**EXERCISE OBJECTIVE**
Using the entries that follow, give only the number of lines with the word "pinky" in them.

**RECORDS SHOWN**
== Segment start ==
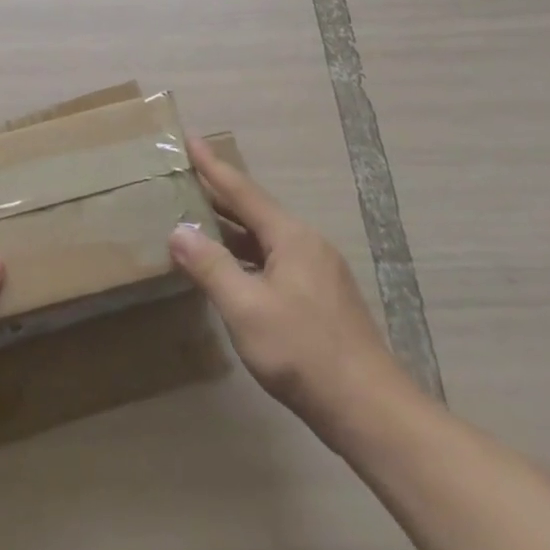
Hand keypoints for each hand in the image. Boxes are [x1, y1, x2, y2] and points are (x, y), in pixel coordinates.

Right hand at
== Segment end ==
== Segment start ==
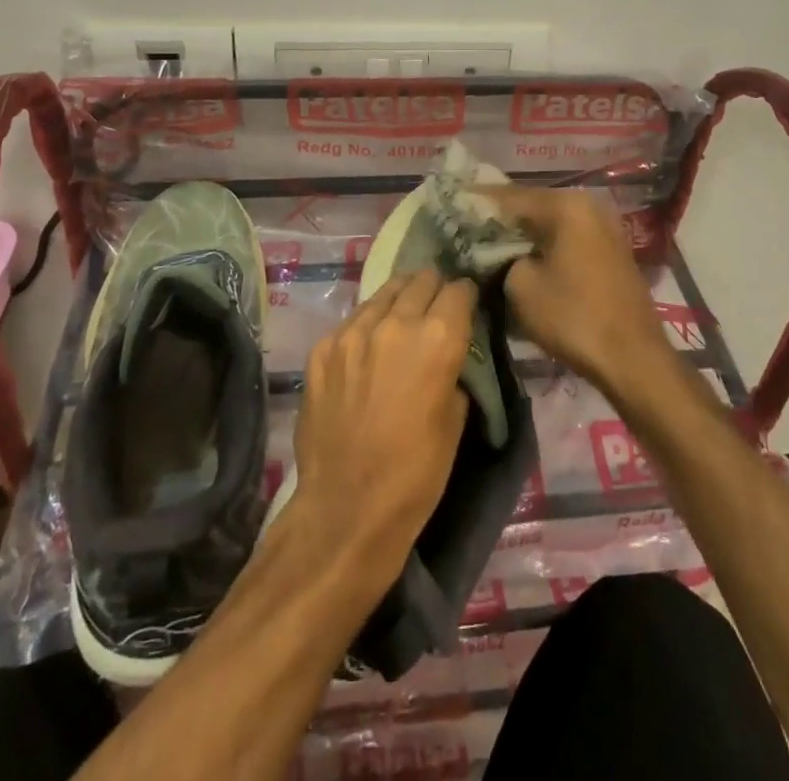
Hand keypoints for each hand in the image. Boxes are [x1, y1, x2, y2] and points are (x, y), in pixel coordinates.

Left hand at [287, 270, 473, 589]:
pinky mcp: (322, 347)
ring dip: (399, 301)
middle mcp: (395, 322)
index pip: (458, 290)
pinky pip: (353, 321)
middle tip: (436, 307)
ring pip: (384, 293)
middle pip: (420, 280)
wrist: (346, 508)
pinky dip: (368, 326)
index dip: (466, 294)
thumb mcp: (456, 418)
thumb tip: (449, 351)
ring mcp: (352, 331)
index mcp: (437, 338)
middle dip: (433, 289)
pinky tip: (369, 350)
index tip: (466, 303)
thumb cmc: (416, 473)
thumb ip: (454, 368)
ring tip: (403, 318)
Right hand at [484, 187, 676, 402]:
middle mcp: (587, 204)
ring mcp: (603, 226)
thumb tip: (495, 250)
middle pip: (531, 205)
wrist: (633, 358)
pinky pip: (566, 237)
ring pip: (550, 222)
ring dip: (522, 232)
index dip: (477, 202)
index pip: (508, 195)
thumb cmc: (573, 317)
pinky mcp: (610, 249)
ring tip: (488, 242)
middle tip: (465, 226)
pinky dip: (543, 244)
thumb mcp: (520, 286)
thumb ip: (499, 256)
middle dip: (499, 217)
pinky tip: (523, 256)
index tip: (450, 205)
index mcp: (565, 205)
== Segment end ==
== Segment start ==
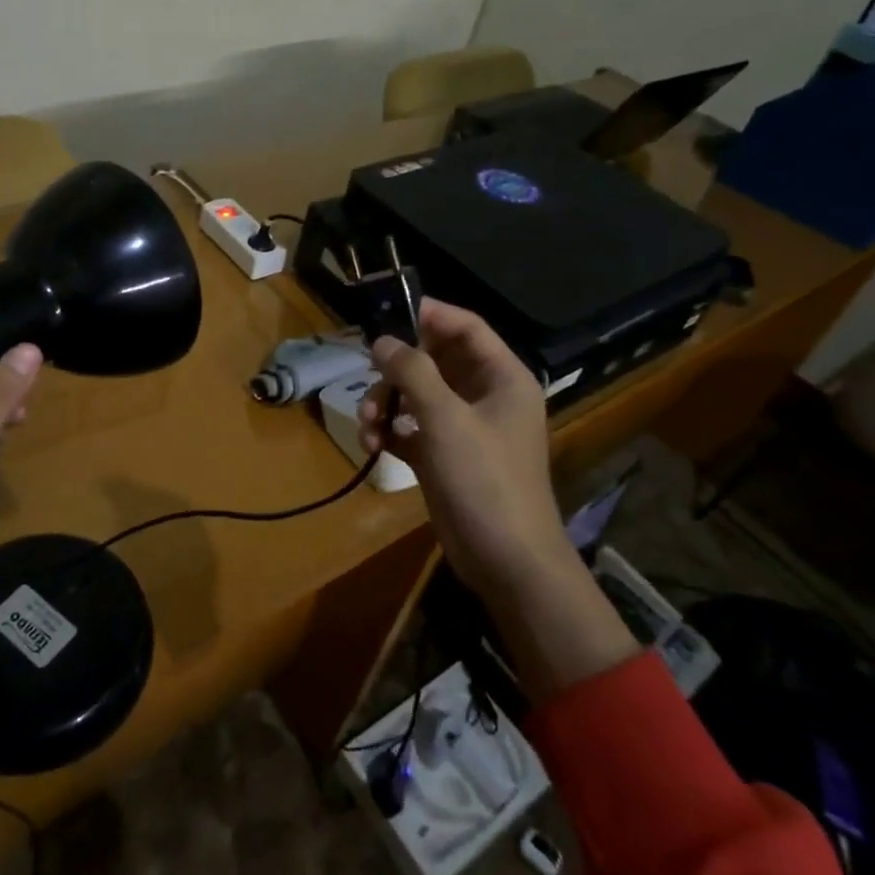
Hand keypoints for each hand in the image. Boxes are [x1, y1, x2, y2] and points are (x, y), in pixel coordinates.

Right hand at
== Segment end ==
**FINISHED EXERCISE**
8